Весь опыт, какой Европа приобрела ценой океанов крови и годов упадка, должен быть, по мнению этих господ, предан забвению ради пустых обещаний человека, который, не колеблясь, нарушал свои клятвы (где бы и когда бы он их ни давал), если выгода или честолюбие толкали его на это.

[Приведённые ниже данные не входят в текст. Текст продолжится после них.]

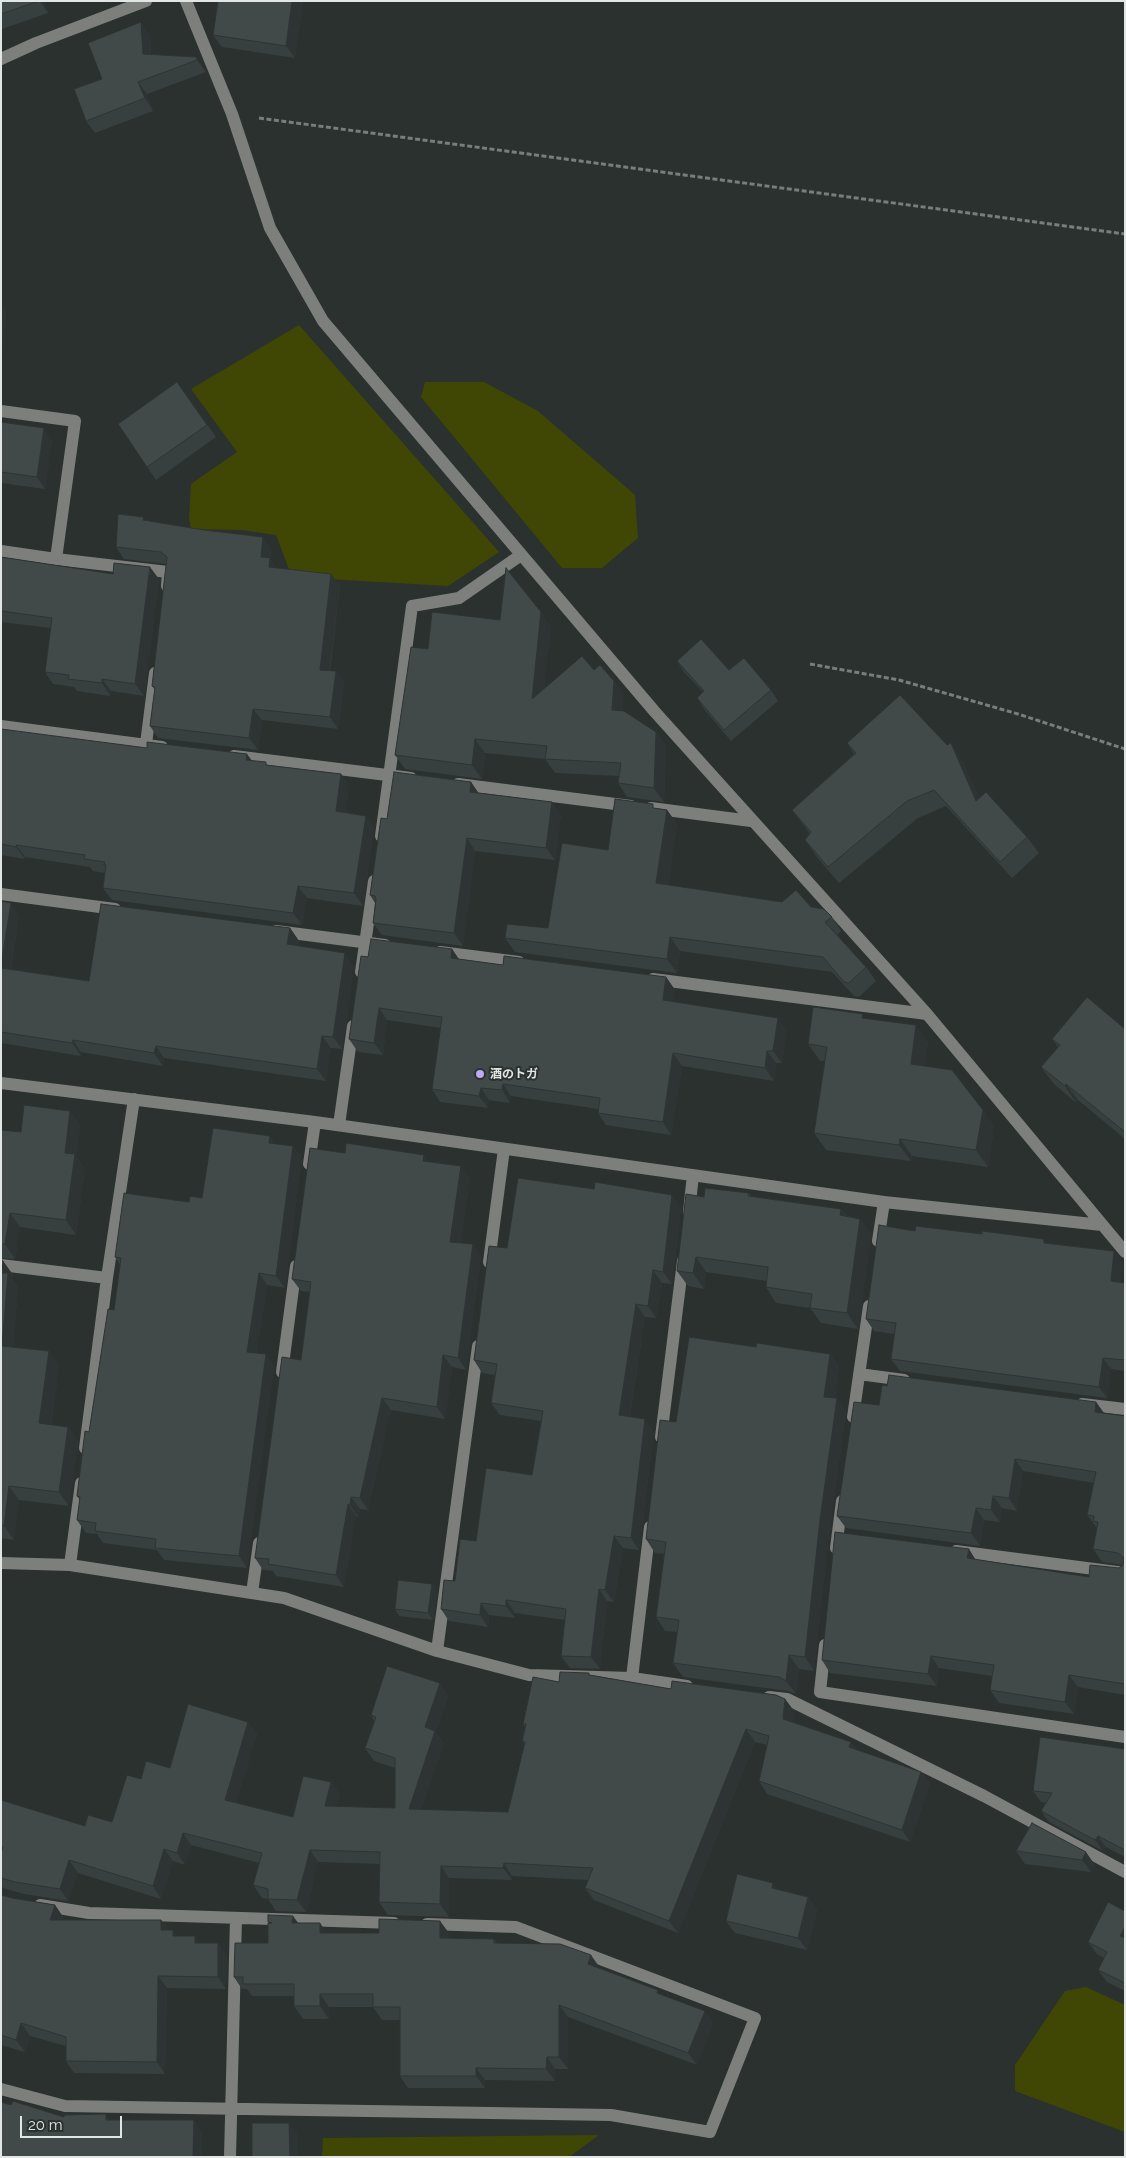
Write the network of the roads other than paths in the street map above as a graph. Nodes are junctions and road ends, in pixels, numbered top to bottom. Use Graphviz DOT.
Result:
graph roads {
  1 [pos="146,1"];
  2 [pos="186,1"];
  3 [pos="1,59"];
  4 [pos="1,411"];
  5 [pos="1,551"];
  6 [pos="521,555"];
  7 [pos="56,559"];
  8 [pos="165,600"];
  9 [pos="157,658"];
  10 [pos="1,726"];
  11 [pos="146,744"];
  12 [pos="175,748"];
  13 [pos="224,754"];
  14 [pos="390,775"];
  15 [pos="419,779"];
  16 [pos="449,783"];
  17 [pos="751,821"];
  18 [pos="380,844"];
  19 [pos="377,864"];
  20 [pos="1,894"];
  21 [pos="129,911"];
  22 [pos="267,929"];
  23 [pos="365,942"];
  24 [pos="395,946"];
  25 [pos="424,950"];
  26 [pos="533,964"];
  27 [pos="641,978"];
  28 [pos="360,981"];
  29 [pos="356,1010"];
  30 [pos="927,1014"];
  31 [pos="1,1083"];
  32 [pos="134,1099"];
  33 [pos="315,1122"];
  34 [pos="339,1126"];
  35 [pos="504,1149"];
  36 [pos="693,1176"];
  37 [pos="307,1181"];
  38 [pos="884,1202"];
  39 [pos="687,1225"];
  40 [pos="1102,1225"];
  41 [pos="685,1244"];
  42 [pos="298,1250"];
  43 [pos="877,1250"];
  44 [pos="1125,1252"];
  45 [pos="1,1266"];
  46 [pos="487,1277"];
  47 [pos="107,1278"];
  48 [pos="870,1298"];
  49 [pos="479,1336"];
  50 [pos="859,1374"];
  51 [pos="918,1382"];
  52 [pos="280,1387"];
  53 [pos="1066,1402"];
  54 [pos="1125,1409"];
  55 [pos="851,1431"];
  56 [pos="660,1451"];
  57 [pos="844,1488"];
  58 [pos="652,1510"];
  59 [pos="260,1534"];
  60 [pos="942,1549"];
  61 [pos="1,1563"];
  62 [pos="70,1565"];
  63 [pos="834,1565"];
  64 [pos="1125,1573"];
  65 [pos="252,1593"];
  66 [pos="826,1633"];
  67 [pos="437,1651"];
  68 [pos="632,1678"];
  69 [pos="700,1687"];
  70 [pos="820,1692"];
  71 [pos="758,1695"];
  72 [pos="810,1710"];
  73 [pos="1125,1737"];
  74 [pos="1125,1872"];
  75 [pos="31,1903"];
  76 [pos="236,1918"];
  77 [pos="1,2089"];
  78 [pos="232,2108"];
  79 [pos="230,2157"];
  1 -- 3 [label="street"];
  2 -- 6 [label="street"];
  4 -- 7 [label="street"];
  5 -- 7 [label="street"];
  6 -- 14 [label="street"];
  6 -- 17 [label="street"];
  7 -- 8 [label="street"];
  9 -- 11 [label="street"];
  10 -- 11 [label="street"];
  11 -- 12 [label="street"];
  13 -- 14 [label="street"];
  14 -- 15 [label="street"];
  14 -- 18 [label="street"];
  16 -- 17 [label="street"];
  17 -- 30 [label="street"];
  19 -- 23 [label="street"];
  20 -- 21 [label="street"];
  22 -- 23 [label="street"];
  23 -- 24 [label="street"];
  23 -- 28 [label="street"];
  25 -- 26 [label="street"];
  27 -- 30 [label="street"];
  29 -- 34 [label="street"];
  30 -- 40 [label="street"];
  31 -- 32 [label="street"];
  32 -- 33 [label="street"];
  32 -- 47 [label="street"];
  33 -- 34 [label="street"];
  33 -- 37 [label="street"];
  34 -- 35 [label="street"];
  35 -- 36 [label="street"];
  35 -- 46 [label="street"];
  36 -- 38 [label="street"];
  36 -- 39 [label="street"];
  38 -- 40 [label="street"];
  38 -- 43 [label="street"];
  40 -- 44 [label="street"];
  41 -- 56 [label="street"];
  42 -- 52 [label="street"];
  45 -- 47 [label="street"];
  47 -- 62 [label="street"];
  48 -- 50 [label="street"];
  49 -- 67 [label="street"];
  50 -- 51 [label="street"];
  50 -- 55 [label="street"];
  53 -- 54 [label="street"];
  57 -- 63 [label="street"];
  58 -- 68 [label="street"];
  59 -- 65 [label="street"];
  60 -- 64 [label="street"];
  61 -- 62 [label="street"];
  62 -- 65 [label="street"];
  65 -- 67 [label="street"];
  66 -- 70 [label="street"];
  67 -- 68 [label="street"];
  68 -- 69 [label="street"];
  70 -- 72 [label="street"];
  70 -- 73 [label="street"];
  71 -- 72 [label="street"];
  72 -- 74 [label="street"];
  75 -- 76 [label="street"];
  76 -- 78 [label="street"];
  76 -- 78 [label="street"];
  77 -- 78 [label="street"];
  78 -- 79 [label="street"];
}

Вернувшись с острова Эльба, Бонапарт заверял весь мир, будто он изменил свой нрав, образ мыслей, намерения. А его старый приспешник и министр (Фуше из Нанта) готов был тут же поручиться за него, как Бардольф — за Фальстафа. Когда Жиль Блас обнаружил, что его старые сообщники по мошенничеству дон Рафаэль и Амбросио Ламела управляют доходами одного картезианского монастыря, он тонко заметил, что сокровища святых отцов находятся в немалой опасности, причем обосновал свое подозрение старинной пословицей: «Il ne faut pas mettre a la cave un ivrogne qui a renonce au vin».[17] Но когда Франция дала яркие доказательства стремления вернуть то, что она называла своей славой, и, изгнав короля, чье правление исключало войны с другими странами, призвала обратно Наполеона, для которого нападать на соседей — все равно что дышать, — тогда Европу стали осуждать за то, что, собрав все силы, она обеспечила свою безопасность и смирила оружием тех, кто почитал оружие единственным законом, а битву — единственным веским доказательством, хотя, уступи она в этом споре, ее следовало бы увенчать «короной — колпаком шута».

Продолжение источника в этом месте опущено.